What we don't know about the structure of ryanodine receptor calcium release channels

Abstract

1. The ryanodine receptor (RyR) is the Ca2+ release channel in the sarcoplamic reticulum of skeletal and cardiac muscle and is essential for respiration and heart beat. The RyR channel releases Ca2+ from intracellular stores in a variety of other cell types, where it normally coexists with the inositiol 1,4,5-trisphosphate receptor (IP3R).
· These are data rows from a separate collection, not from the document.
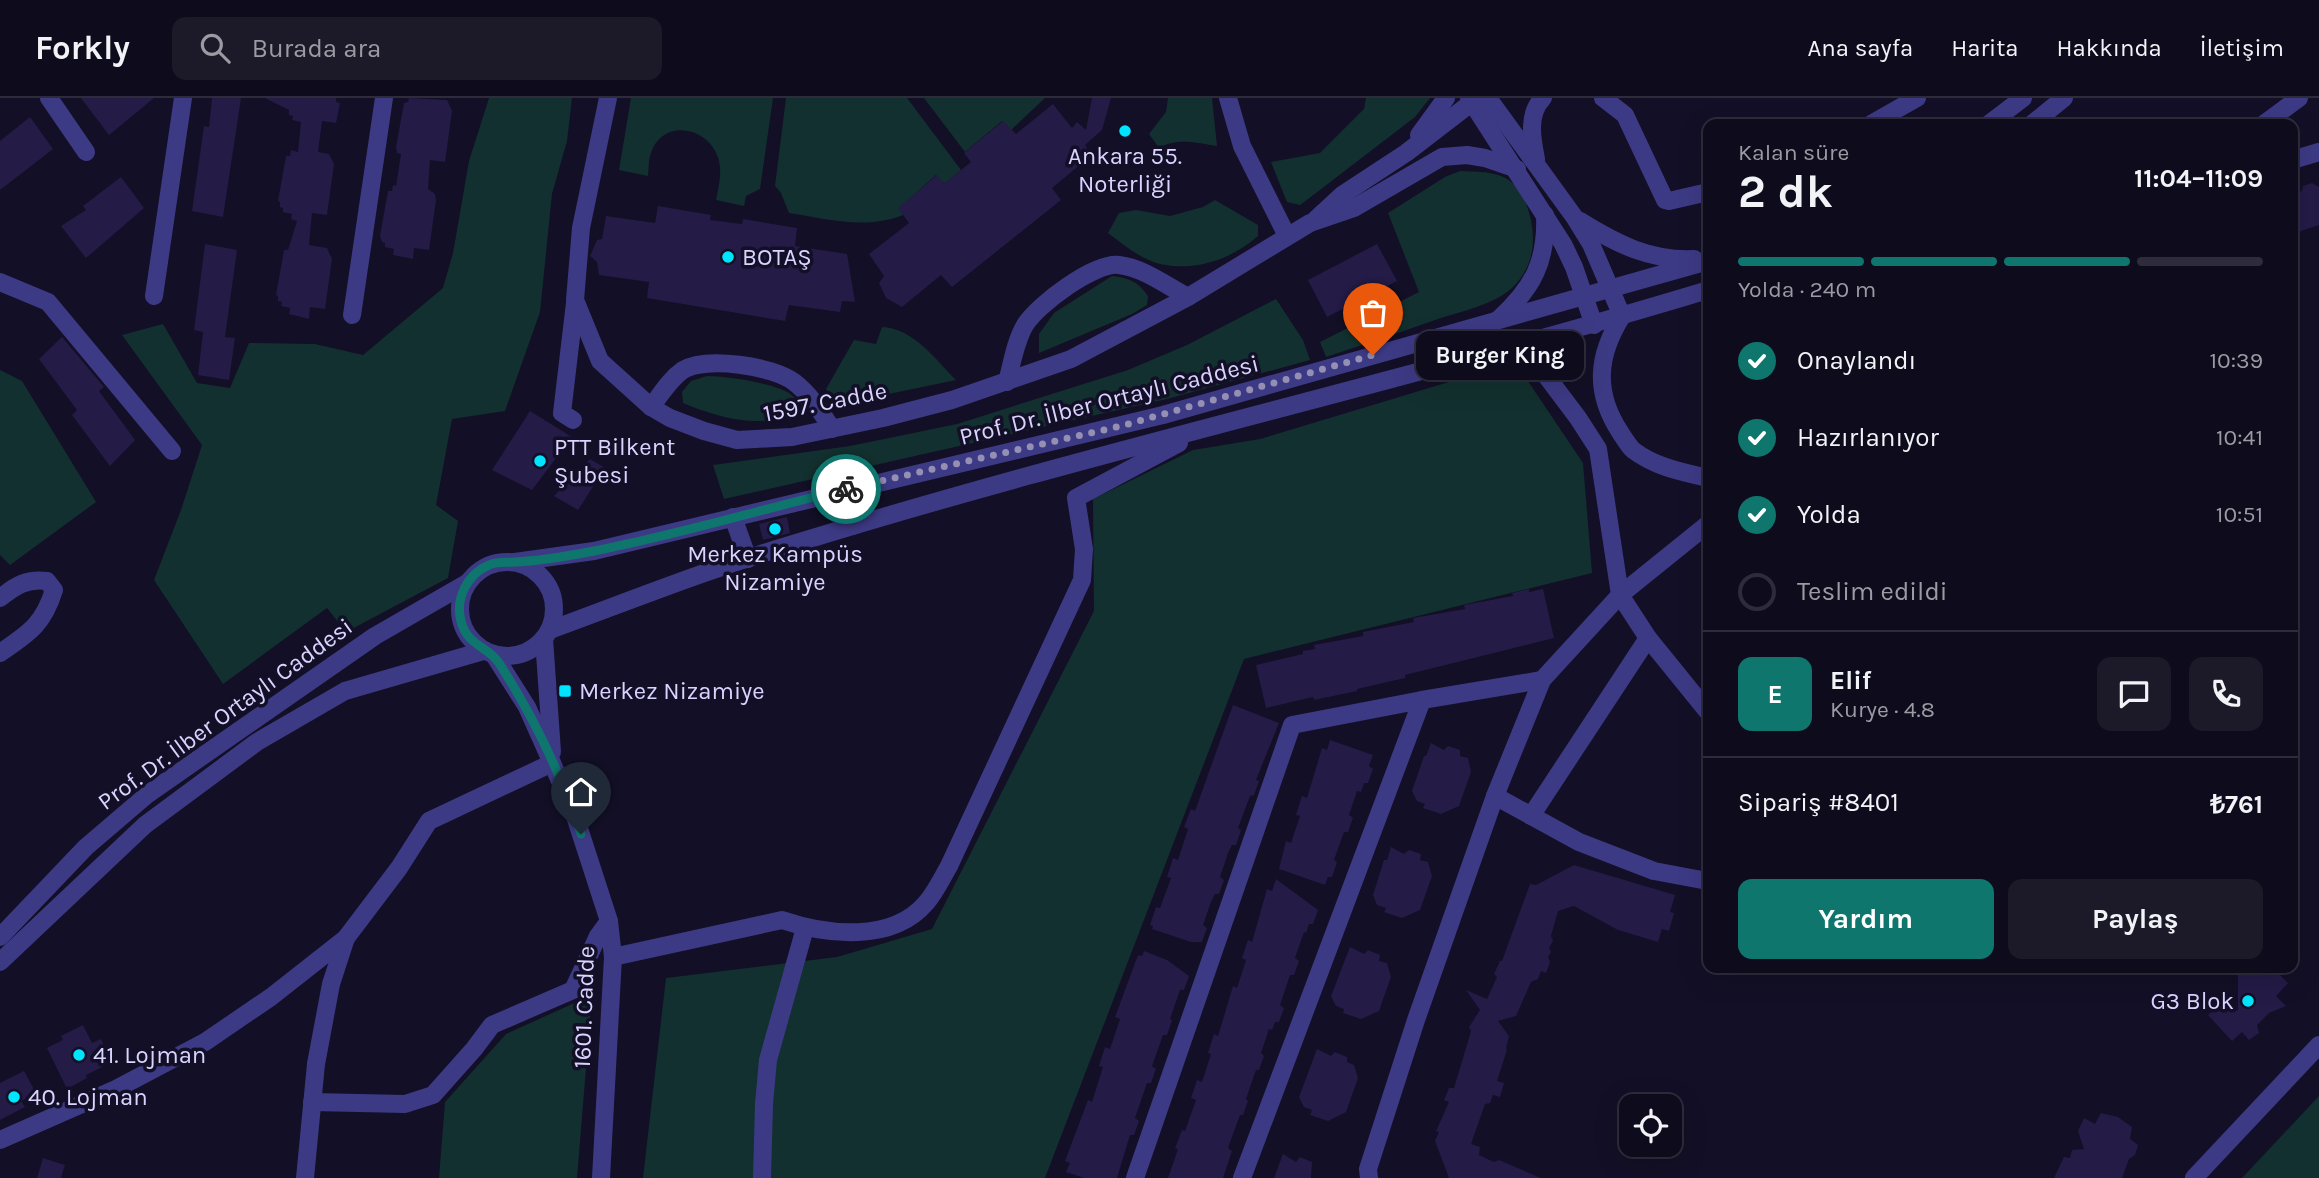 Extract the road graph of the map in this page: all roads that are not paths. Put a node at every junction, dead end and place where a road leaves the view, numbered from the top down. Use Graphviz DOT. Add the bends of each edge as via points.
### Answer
graph roads {
  1 [pos="50,98"];
  2 [pos="183,98"];
  3 [pos="384,98"];
  4 [pos="608,98"];
  5 [pos="1228,98"];
  6 [pos="1446,98"];
  7 [pos="1543,98"];
  8 [pos="1603,98"];
  9 [pos="1622,98"];
  10 [pos="1916,98"];
  11 [pos="2023,98"];
  12 [pos="2064,98"];
  13 [pos="2299,98"];
  14 [pos="1475,99"];
  15 [pos="1880,119"];
  16 [pos="1996,119"];
  17 [pos="2038,119"];
  18 [pos="2271,119"];
  19 [pos="1633,129"];
  20 [pos="86,152"];
  21 [pos="2319,152"];
  22 [pos="1406,153"];
  23 [pos="2298,158"];
  24 [pos="1536,163"];
  25 [pos="1517,169"];
  26 [pos="1703,193"];
  27 [pos="1545,215"];
  28 [pos="1575,218"];
  29 [pos="1310,223"];
  30 [pos="1287,236"];
  31 [pos="1703,259"];
  32 [pos="1703,261"];
  33 [pos="0,282"];
  34 [pos="1611,289"];
  35 [pos="1703,292"];
  36 [pos="154,296"];
  37 [pos="1188,297"];
  38 [pos="1584,297"];
  39 [pos="575,300"];
  40 [pos="352,315"];
  41 [pos="1622,316"];
  42 [pos="1498,320"];
  43 [pos="1594,325"];
  44 [pos="1523,345"];
  45 [pos="1007,383"];
  46 [pos="651,407"];
  47 [pos="573,420"];
  48 [pos="1208,427"];
  49 [pos="832,429"];
  50 [pos="172,451"];
  51 [pos="1703,477"];
  52 [pos="842,490"];
  53 [pos="733,517"];
  54 [pos="853,526"];
  55 [pos="1703,528"];
  56 [pos="748,559"];
  57 [pos="515,562"];
  58 [pos="467,583"];
  59 [pos="1620,595"];
  60 [pos="0,598"];
  61 [pos="547,635"];
  62 [pos="1648,638"];
  63 [pos="0,653"];
  64 [pos="489,653"];
  65 [pos="1542,680"];
  66 [pos="1422,700"];
  67 [pos="1703,706"];
  68 [pos="552,763"];
  69 [pos="1495,796"];
  70 [pos="1531,816"];
  71 [pos="1703,880"];
  72 [pos="610,920"];
  73 [pos="805,928"];
  74 [pos="0,937"];
  75 [pos="346,938"];
  76 [pos="613,957"];
  77 [pos="0,962"];
  78 [pos="2319,1045"];
  79 [pos="312,1102"];
  80 [pos="0,1140"];
  81 [pos="305,1178"];
  82 [pos="601,1178"];
  83 [pos="762,1178"];
  84 [pos="1135,1178"];
  85 [pos="1242,1178"];
  86 [pos="1369,1178"];
  87 [pos="2194,1178"];
  1 -- 20 [label="street"];
  2 -- 36 [label="street"];
  3 -- 40 [label="street"];
  4 -- 39 [label="street, 1597. Cadde" via="581,228"];
  5 -- 30 [label="street" via="1242,146"];
  6 -- 22 [label="street, 1597. Cadde"];
  7 -- 24 [label="street" via="1532,126"];
  8 -- 19 [label="street" via="1625,115"];
  9 -- 19 [label="street"];
  10 -- 15 [label="street"];
  11 -- 16 [label="street"];
  12 -- 17 [label="street"];
  13 -- 18 [label="street"];
  14 -- 22 [label="street, 1597. Cadde"];
  14 -- 24 [label="street"];
  14 -- 25 [label="street"];
  19 -- 26 [label="street" via="1665,200"];
  21 -- 23 [label="street"];
  22 -- 29 [label="street, 1597. Cadde" via="1342,195"];
  24 -- 28 [label="street"];
  25 -- 27 [label="street"];
  25 -- 29 [label="street, 1597. Cadde" via="1467,155 1442,157 1354,208"];
  27 -- 38 [label="street" via="1574,267"];
  27 -- 42 [label="street" via="1545,248 1539,266 1526,290"];
  28 -- 31 [label="street" via="1645,255"];
  28 -- 34 [label="street"];
  29 -- 30 [label="street, 1597. Cadde"];
  30 -- 37 [label="street, 1597. Cadde"];
  32 -- 34 [label="street, Prof. Dr. İlber Ortaylı Caddesi"];
  33 -- 50 [label="street" via="48,302"];
  34 -- 38 [label="street, Prof. Dr. İlber Ortaylı Caddesi"];
  34 -- 41 [label="street"];
  35 -- 41 [label="street, Prof. Dr. İlber Ortaylı Caddesi"];
  37 -- 45 [label="street, 1597. Cadde" via="1071,359"];
  37 -- 45 [label="street" via="1146,274 1107,265 1054,297 1027,322"];
  38 -- 42 [label="street, Prof. Dr. İlber Ortaylı Caddesi"];
  38 -- 43 [label="street"];
  39 -- 46 [label="street, 1597. Cadde" via="600,361"];
  39 -- 47 [label="street" via="562,413"];
  41 -- 43 [label="street, Prof. Dr. İlber Ortaylı Caddesi"];
  41 -- 51 [label="street" via="1604,354 1607,411 1631,449 1666,468"];
  42 -- 52 [label="street, Prof. Dr. İlber Ortaylı Caddesi" via="1153,418"];
  43 -- 44 [label="street, Prof. Dr. İlber Ortaylı Caddesi"];
  44 -- 48 [label="street, Prof. Dr. İlber Ortaylı Caddesi"];
  44 -- 59 [label="street" via="1598,449"];
  45 -- 49 [label="street, 1597. Cadde"];
  46 -- 49 [label="street, 1597. Cadde" via="737,440"];
  46 -- 49 [label="street" via="685,369 721,363 792,380"];
  48 -- 54 [label="street, Prof. Dr. İlber Ortaylı Caddesi"];
  48 -- 73 [label="street" via="1076,498 1084,549 1082,580 949,866 926,904 896,926 859,932"];
  52 -- 53 [label="street, Prof. Dr. İlber Ortaylı Caddesi"];
  52 -- 54 [label="street"];
  53 -- 56 [label="street"];
  53 -- 57 [label="street, Prof. Dr. İlber Ortaylı Caddesi" via="594,551"];
  54 -- 56 [label="street, Prof. Dr. İlber Ortaylı Caddesi"];
  55 -- 59 [label="street"];
  56 -- 61 [label="street, Prof. Dr. İlber Ortaylı Caddesi"];
  57 -- 58 [label="street, Prof. Dr. İlber Ortaylı Caddesi" via="488,565"];
  57 -- 61 [label="street" via="529,567 550,588 554,616"];
  58 -- 64 [label="street" via="461,595 461,621 465,633"];
  58 -- 74 [label="street, Prof. Dr. İlber Ortaylı Caddesi" via="375,636 148,794 86,848"];
  59 -- 62 [label="street"];
  59 -- 65 [label="street"];
  60 -- 63 [label="street" via="32,579 47,581 54,590 39,624"];
  61 -- 64 [label="street, Prof. Dr. İlber Ortaylı Caddesi" via="521,654"];
  61 -- 68 [label="street, 1601. Cadde"];
  62 -- 67 [label="street"];
  62 -- 70 [label="street"];
  64 -- 68 [label="street, 1601. Cadde" via="527,707"];
  64 -- 77 [label="street, Prof. Dr. İlber Ortaylı Caddesi" via="345,691 257,742 145,825"];
  65 -- 66 [label="street"];
  65 -- 69 [label="street"];
  66 -- 84 [label="street" via="1292,725"];
  66 -- 85 [label="street"];
  68 -- 72 [label="street, 1601. Cadde"];
  68 -- 75 [label="street" via="429,821"];
  69 -- 70 [label="street"];
  69 -- 86 [label="street" via="1416,1020 1368,1169"];
  70 -- 71 [label="street" via="1579,842 1654,871"];
  72 -- 76 [label="street, 1601. Cadde"];
  72 -- 79 [label="street" via="573,990 492,1025 433,1095 405,1104"];
  73 -- 76 [label="street" via="782,920"];
  73 -- 83 [label="street" via="768,1060"];
  75 -- 79 [label="street" via="331,984"];
  75 -- 80 [label="street" via="205,1042 116,1089"];
  76 -- 82 [label="street, 1601. Cadde"];
  78 -- 87 [label="street"];
  79 -- 81 [label="street"];
}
The RyR and IP3R, forming a superfamily of homotetrameric ligand-gated intracellular Ca2+ channels, serve discrete functions: they can be located in independent Ca2+ stores with different activation mechanisms and can be coupled to different signalling pathways. 2. Although functional characteristics of the RyR have been investigated intensely, there remain major gaps in our knowledge about the structure of the protein, its ion-conducting pore, its ligand-binding sites and sites supporting the many protein/protein interactions that underlie the in vivo function of the channel. 3. Of particular importance are the transmembrane segments that form the membrane-spanning domain of the protein and the pore, define the conductance and selectivity of the channel and dictate the cytoplasmic and luminal domains and the overall protein structure. Hydropathy profiles predict between four and 12 transmembrane segments. One popular model shows four transmembrane segments in the C-terminal one-tenth of the protein. However, there is substantial evidence for a larger number of membrane-spanning segments located in both the C-terminal and central parts of the protein. 4. A model of the RyR pore based on the Streptomyces lividans KcsA channel structure is presented. Protein/protein interactions between the RyR and other regulatory proteins, as well as within the RyR subunit, are discussed.